Mechanical Turks (MTurks)

This is an online crowdsourcing marketplace that allows people to solicit human labour (MTurk workers) for tasks that can be remotely performed. MTurk workers are often hired to annotate data that is used to train chatbots. They also review chatbots’ conversations with humans and evaluate their performance.

Human-assisted

This is a method whereby messages from chatbots are run through AI and only sent out if the message reaches a certain confidence threshold. If the message fails to hit the confidence threshold, it is first forwarded to human operators to be revised before being sent out (this new message is used to train the bot afterwards). The downside is that a large number of human operators are needed to keep this process running smoothly.

Synthetic data

If you have a small amount of data, you can get more mileage out of them through manipulation—programmatically flipping words around, using synonyms, or rearranging sentences. Although it is easy to create synthetic data, it is difficult to make high-quality datasets simply by recycling your existing data into different forms. As an example, you can generate training data using template sentences. The template for a coffee order might look like:

[greeting] [ask for] [item] [please]

Each bracketed section is a slot where a number of variations could fit. A greeting might take the form of a “hi,” “hello,” or “how’s it going?” and still have the same meaning.

Train as you go

This method involves launching a minimum viable product (chatbot) and then analyzing its conversation histories to improve it.
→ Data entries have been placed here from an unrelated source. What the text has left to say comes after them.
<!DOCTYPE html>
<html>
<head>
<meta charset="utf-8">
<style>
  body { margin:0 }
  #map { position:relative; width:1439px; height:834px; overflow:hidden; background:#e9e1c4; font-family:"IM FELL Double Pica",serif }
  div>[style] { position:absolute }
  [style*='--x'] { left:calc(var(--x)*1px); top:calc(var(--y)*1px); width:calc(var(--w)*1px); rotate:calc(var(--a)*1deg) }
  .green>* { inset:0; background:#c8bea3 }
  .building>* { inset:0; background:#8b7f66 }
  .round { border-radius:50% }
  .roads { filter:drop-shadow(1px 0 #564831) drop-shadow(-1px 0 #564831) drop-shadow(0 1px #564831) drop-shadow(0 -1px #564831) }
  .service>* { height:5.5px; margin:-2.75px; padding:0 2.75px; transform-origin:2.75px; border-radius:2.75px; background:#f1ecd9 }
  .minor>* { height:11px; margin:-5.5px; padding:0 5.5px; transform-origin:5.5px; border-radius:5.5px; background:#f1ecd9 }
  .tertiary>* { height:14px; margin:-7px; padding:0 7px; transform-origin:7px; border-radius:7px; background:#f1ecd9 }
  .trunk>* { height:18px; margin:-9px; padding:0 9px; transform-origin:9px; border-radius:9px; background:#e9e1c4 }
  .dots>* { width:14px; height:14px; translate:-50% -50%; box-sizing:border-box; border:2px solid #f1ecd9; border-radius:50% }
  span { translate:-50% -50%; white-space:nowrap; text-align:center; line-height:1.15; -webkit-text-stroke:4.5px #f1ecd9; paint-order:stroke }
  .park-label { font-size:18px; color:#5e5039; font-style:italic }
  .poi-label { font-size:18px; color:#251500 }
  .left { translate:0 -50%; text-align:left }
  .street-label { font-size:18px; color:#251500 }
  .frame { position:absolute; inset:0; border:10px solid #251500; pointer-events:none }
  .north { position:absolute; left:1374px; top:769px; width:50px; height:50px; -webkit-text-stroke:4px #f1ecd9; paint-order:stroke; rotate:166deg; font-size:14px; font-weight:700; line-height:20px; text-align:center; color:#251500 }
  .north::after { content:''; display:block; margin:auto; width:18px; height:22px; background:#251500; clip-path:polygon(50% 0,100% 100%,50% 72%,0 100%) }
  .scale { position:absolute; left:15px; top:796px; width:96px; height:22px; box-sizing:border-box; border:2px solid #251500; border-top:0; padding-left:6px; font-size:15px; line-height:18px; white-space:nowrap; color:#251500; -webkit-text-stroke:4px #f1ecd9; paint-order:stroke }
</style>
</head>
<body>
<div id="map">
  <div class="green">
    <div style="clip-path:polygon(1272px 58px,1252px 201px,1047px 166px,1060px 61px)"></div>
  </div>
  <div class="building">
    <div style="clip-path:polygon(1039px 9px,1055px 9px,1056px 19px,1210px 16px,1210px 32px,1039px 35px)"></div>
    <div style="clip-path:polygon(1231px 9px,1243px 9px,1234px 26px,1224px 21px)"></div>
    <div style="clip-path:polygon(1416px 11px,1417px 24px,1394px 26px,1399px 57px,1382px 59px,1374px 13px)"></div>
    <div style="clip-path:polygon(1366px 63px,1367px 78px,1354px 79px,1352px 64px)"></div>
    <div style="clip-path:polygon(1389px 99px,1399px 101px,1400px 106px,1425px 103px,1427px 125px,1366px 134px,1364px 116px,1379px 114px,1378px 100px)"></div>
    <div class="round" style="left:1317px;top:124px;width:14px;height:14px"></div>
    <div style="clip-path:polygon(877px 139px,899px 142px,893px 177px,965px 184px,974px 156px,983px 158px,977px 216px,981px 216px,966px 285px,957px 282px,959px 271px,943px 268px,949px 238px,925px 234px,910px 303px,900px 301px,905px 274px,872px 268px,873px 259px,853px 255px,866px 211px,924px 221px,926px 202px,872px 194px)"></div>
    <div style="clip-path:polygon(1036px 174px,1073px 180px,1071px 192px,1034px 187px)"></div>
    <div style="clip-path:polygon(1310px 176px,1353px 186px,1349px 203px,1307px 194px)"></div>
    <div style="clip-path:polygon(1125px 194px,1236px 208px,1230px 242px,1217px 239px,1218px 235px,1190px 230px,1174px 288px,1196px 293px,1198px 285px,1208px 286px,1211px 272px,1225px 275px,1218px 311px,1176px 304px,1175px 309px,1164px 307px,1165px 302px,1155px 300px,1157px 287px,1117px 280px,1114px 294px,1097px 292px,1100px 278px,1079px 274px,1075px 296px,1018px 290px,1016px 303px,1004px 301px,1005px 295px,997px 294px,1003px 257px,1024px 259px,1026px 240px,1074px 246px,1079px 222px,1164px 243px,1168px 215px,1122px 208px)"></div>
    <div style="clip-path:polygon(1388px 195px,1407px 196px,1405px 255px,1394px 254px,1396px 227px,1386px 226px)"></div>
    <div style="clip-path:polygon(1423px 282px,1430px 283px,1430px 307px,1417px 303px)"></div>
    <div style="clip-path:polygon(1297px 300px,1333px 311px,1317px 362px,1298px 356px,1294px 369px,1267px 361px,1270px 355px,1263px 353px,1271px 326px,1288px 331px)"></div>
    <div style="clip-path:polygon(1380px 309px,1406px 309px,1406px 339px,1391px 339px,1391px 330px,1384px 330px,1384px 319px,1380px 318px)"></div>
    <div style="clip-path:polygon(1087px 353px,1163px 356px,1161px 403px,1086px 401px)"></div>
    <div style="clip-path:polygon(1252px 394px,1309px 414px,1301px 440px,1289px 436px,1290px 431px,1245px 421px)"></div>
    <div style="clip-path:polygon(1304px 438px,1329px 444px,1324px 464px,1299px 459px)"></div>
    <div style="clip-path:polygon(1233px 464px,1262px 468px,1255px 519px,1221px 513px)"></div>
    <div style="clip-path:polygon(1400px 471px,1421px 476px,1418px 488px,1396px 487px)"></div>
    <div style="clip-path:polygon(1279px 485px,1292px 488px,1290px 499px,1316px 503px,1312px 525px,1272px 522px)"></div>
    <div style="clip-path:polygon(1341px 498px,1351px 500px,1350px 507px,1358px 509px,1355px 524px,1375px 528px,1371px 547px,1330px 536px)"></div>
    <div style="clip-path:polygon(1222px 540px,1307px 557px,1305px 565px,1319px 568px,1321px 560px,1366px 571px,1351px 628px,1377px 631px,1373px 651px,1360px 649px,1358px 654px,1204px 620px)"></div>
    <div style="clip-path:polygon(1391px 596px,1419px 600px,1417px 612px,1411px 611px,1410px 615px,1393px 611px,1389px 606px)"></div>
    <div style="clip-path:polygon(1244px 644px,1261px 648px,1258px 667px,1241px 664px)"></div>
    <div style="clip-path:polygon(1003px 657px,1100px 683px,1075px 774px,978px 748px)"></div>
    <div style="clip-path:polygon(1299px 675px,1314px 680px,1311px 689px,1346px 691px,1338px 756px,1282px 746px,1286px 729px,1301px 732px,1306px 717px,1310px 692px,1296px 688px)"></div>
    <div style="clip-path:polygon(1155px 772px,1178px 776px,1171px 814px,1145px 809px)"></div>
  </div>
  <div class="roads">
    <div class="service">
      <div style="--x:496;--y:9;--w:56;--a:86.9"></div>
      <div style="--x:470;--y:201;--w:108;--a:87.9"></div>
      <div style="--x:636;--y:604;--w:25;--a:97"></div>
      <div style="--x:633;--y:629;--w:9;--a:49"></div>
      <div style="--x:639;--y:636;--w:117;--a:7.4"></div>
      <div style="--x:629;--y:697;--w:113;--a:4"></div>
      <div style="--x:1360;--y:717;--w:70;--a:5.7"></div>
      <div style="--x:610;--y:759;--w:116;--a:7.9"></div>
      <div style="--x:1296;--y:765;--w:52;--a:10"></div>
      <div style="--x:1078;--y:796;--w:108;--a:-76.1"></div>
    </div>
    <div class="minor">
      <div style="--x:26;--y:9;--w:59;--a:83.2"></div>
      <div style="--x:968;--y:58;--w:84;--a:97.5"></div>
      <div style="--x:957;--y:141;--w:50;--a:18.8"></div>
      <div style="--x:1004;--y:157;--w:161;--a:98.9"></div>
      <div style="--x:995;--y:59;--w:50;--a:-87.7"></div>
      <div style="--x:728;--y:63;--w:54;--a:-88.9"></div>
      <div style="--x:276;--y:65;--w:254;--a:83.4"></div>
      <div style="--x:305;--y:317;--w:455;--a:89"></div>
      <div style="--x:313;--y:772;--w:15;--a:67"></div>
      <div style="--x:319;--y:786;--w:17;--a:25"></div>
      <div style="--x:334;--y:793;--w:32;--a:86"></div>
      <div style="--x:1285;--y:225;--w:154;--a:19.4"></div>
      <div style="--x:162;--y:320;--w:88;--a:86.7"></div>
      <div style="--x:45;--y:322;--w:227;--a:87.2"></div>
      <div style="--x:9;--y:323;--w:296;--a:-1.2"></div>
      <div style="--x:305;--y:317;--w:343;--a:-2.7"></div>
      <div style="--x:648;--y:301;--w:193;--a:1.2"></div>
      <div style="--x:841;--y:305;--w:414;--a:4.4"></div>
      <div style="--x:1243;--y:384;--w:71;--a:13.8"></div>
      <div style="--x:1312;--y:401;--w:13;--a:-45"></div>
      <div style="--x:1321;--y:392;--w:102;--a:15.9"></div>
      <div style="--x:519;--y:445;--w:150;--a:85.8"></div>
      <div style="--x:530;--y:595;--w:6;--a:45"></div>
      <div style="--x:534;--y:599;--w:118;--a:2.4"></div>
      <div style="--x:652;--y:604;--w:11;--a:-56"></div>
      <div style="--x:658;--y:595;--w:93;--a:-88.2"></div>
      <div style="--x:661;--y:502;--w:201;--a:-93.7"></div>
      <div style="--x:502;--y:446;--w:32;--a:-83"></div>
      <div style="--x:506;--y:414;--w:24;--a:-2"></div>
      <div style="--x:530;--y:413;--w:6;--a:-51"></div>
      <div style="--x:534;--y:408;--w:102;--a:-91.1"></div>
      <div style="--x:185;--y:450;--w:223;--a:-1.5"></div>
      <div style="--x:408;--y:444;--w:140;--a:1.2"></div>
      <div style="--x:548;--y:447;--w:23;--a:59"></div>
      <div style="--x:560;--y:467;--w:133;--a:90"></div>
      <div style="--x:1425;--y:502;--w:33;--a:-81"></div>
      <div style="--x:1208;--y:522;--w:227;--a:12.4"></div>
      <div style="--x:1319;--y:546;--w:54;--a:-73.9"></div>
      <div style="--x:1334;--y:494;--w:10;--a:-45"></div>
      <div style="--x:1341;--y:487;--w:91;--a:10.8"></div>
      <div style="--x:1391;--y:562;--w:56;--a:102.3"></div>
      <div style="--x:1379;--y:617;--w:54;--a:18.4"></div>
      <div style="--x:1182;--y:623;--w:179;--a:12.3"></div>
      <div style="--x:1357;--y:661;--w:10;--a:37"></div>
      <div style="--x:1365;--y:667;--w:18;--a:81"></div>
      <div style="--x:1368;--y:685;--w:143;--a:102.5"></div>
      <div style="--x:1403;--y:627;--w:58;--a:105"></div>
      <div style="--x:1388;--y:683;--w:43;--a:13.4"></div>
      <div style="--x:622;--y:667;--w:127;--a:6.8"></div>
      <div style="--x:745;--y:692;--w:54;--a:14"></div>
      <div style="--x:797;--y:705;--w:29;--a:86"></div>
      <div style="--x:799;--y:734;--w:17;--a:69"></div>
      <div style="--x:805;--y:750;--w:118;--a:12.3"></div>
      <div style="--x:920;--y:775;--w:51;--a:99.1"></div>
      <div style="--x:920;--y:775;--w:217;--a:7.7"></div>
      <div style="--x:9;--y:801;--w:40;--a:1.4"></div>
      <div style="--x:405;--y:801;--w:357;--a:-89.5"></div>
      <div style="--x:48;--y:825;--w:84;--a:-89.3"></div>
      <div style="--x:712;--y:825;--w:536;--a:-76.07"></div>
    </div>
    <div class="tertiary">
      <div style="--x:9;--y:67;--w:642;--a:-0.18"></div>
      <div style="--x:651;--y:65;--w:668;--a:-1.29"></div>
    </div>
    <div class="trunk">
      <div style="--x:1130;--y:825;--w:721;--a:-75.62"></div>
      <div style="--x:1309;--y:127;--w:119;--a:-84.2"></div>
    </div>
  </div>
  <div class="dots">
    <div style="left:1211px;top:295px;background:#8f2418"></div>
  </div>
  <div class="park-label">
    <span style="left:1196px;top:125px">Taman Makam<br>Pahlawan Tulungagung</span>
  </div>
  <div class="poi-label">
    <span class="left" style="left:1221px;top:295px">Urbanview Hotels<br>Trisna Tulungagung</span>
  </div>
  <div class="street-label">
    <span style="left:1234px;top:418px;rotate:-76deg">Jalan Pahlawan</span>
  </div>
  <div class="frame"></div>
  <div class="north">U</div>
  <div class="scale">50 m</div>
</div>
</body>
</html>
The downside is that you are training your bot at the expense of your customers, but the upside is that you get to train your bot using data from relevant scenarios (i.e. real customer interactions with your chatbot). Regardless of how you train your bot initially, training as you go should be a step you take at some point in your bot development/maintenance lifecycle

Some final tips to keep in mind

Last but not least, here are some final pro tips from yours truly.

1. Set up a development workflow

Having a workflow allows you to experiment with different methods and evaluate their effectiveness. Building chatbots require a lot of testing and having a clear process will help.
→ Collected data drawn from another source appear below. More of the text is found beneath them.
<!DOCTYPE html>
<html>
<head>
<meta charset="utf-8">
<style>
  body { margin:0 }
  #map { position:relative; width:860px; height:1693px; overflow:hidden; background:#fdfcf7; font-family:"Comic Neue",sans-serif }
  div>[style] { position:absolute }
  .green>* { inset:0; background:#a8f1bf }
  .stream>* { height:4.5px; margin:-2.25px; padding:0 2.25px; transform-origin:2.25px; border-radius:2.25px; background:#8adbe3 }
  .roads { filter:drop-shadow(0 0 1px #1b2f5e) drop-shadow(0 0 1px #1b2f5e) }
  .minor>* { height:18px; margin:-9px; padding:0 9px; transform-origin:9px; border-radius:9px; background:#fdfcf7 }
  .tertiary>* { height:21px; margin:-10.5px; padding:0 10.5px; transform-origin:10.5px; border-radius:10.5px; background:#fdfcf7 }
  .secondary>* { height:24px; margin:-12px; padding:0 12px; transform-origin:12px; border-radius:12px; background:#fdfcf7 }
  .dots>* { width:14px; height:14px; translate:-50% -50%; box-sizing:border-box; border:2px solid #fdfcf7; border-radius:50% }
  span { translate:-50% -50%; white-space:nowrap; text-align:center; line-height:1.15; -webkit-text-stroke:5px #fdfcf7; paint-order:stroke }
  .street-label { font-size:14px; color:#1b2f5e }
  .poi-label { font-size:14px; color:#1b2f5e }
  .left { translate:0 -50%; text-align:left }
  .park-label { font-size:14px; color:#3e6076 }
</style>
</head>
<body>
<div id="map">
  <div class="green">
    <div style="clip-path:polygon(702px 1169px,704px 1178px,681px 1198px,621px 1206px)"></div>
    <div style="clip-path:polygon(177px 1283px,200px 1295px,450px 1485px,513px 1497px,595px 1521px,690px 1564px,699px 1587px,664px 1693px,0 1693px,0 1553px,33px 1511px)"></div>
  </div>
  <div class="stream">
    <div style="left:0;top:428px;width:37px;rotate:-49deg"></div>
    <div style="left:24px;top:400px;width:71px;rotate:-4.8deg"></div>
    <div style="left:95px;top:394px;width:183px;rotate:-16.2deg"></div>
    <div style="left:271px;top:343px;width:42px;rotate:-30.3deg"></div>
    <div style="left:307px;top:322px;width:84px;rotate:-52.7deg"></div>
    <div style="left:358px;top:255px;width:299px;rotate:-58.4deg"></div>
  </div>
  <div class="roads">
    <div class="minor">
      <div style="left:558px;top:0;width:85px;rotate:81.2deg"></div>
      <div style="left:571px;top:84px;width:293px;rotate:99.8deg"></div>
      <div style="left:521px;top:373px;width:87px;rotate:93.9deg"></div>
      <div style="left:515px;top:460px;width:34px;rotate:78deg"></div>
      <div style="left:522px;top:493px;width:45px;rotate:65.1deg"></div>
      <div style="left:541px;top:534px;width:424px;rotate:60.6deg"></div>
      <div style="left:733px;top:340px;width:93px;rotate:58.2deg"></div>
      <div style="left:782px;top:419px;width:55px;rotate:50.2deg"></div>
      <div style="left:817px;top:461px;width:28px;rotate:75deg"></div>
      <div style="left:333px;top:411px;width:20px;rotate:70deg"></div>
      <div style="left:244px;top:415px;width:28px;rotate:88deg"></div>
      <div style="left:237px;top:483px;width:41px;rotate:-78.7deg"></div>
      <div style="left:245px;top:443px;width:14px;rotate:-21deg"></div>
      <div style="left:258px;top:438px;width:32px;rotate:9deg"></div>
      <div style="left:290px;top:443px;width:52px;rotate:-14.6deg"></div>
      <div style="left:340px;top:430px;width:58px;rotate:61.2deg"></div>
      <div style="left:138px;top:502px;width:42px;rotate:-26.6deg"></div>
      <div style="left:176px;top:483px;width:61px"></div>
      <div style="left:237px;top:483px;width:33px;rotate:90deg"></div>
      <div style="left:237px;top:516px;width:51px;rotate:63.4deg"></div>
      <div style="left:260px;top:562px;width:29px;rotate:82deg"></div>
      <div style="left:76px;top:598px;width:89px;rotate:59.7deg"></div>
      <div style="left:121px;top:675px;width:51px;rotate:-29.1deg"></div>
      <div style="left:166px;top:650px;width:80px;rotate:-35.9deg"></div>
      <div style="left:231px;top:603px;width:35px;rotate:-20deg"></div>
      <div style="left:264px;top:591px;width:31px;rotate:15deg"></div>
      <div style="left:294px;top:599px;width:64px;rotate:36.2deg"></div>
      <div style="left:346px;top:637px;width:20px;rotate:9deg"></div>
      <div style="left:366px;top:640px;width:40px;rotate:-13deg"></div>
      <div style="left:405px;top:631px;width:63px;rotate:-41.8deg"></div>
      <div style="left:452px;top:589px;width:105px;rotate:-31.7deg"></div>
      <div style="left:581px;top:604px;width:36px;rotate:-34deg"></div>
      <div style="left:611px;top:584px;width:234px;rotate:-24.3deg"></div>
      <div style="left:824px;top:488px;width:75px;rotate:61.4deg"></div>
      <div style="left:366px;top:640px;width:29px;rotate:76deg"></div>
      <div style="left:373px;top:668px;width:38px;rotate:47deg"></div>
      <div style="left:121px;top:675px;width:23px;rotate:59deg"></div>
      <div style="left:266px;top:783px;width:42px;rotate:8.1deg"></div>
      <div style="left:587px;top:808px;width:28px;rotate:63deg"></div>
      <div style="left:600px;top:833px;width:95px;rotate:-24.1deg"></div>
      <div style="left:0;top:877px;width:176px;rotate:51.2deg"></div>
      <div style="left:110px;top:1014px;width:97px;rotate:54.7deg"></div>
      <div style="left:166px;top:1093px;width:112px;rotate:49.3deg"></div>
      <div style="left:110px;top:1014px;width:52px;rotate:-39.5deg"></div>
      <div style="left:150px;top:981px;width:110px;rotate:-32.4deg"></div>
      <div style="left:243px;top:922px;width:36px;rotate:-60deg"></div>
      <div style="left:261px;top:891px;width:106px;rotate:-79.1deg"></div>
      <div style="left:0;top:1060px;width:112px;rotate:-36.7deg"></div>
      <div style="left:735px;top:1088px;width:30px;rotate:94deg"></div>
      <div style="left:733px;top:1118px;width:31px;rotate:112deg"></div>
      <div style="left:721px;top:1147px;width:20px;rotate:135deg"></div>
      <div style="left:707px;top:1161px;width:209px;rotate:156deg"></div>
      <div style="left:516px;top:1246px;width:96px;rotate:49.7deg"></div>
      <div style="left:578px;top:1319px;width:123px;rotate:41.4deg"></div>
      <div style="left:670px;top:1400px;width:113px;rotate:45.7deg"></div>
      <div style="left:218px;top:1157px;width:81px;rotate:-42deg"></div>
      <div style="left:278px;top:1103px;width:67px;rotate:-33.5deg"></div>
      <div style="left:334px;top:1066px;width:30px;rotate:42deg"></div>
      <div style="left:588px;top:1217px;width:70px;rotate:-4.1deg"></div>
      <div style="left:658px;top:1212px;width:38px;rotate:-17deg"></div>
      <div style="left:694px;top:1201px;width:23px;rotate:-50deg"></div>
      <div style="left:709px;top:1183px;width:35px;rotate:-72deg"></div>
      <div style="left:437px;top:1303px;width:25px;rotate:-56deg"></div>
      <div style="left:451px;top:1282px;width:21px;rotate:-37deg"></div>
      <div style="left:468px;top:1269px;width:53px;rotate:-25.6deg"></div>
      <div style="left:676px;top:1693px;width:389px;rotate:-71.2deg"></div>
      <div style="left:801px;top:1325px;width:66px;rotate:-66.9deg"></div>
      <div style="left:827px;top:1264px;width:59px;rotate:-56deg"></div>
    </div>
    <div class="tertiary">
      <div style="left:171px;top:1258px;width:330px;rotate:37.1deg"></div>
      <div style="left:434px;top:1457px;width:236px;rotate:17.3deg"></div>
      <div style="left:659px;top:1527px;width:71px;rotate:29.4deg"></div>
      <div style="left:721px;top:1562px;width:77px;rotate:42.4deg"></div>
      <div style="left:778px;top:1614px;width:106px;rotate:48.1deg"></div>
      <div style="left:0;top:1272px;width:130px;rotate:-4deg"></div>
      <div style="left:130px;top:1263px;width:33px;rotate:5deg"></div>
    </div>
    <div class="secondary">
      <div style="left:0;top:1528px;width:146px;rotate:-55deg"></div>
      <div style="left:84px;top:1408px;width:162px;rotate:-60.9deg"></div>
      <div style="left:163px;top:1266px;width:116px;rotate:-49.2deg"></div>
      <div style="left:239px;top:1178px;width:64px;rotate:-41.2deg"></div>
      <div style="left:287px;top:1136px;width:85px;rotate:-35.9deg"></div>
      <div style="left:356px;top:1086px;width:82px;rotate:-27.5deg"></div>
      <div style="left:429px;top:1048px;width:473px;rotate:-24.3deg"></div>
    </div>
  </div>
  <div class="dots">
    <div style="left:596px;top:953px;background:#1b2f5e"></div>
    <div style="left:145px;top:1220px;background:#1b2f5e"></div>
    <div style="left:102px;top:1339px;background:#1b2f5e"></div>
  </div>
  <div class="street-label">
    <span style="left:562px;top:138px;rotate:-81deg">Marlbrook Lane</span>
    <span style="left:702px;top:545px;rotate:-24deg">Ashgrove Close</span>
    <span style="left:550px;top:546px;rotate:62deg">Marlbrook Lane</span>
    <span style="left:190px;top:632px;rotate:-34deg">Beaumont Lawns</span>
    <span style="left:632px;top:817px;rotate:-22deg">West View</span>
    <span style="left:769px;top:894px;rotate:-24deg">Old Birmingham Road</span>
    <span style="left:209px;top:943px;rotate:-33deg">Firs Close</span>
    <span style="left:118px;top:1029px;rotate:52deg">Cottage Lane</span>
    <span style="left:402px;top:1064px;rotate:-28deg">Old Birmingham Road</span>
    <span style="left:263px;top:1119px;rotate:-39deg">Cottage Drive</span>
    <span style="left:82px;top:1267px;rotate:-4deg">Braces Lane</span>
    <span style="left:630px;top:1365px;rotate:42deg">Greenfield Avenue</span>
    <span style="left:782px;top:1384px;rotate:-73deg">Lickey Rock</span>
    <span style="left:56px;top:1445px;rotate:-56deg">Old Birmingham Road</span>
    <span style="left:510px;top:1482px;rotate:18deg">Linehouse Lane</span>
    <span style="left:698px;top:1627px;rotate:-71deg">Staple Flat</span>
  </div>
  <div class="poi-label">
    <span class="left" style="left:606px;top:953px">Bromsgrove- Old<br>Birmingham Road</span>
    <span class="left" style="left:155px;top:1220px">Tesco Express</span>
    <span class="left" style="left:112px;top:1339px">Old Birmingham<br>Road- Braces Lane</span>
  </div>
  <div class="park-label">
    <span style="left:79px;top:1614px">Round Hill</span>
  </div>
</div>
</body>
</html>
2. Be prepared to handle failure

We’re far from reaching 100% accuracy with chatbots. It’s bound to fail sometimes, and when it does, you should consider how to handle that failure. For example, chatbots often frustrate clients by trying to answer queries they aren’t fully equipped to handle. Instead of doing this, Chatbots should be built so that they are able to identify and acknowledge gaps in their ability. They can then hand-off customers to live chat support agents when necessary.

3. Keep ethical concerns in mind

We’re entering uncharted territory when it comes to AI, and it’s important to be diligent when we’re working with technology this powerful. Make sure customers know they’re interacting with a bot and be transparent with what kind of data you’re collecting. Also, if it’s possible for children to come across your bot, you need to consider whether the content is appropriate.

4. Bigger isn’t always better

In fact, the smaller the domain, the better the bot. As mentioned earlier, the reason why virtual assistants like Siri and Google Assistant are so bad at their job is because they’re given too many. It’s a jack of all trades and master of none type situation. Successfully training a chatbot to do its job well requires a significant amount of data. We’re not yet at the point where a fully functional AI assistant is feasible. If you want your chatbot to be good at what it does, keep its purpose/goal small.

We’ve only grazed the surface

Like the heading implies, we’ve barely scratched the tip of the NLP iceberg. As more and more research is invested into NLP, technological innovation will only give rise to more NLP models that could disrupt how businesses of the future are run. If you’re interested in diving deeper, three current NLP projects that I highly recommend reading into during lunch break are IBM Project Debater, Google Duplex, and OpenAI GPT-2. Speaking of lunch,

/jarvis, when did you schedule lunch for again? My stomach is growling.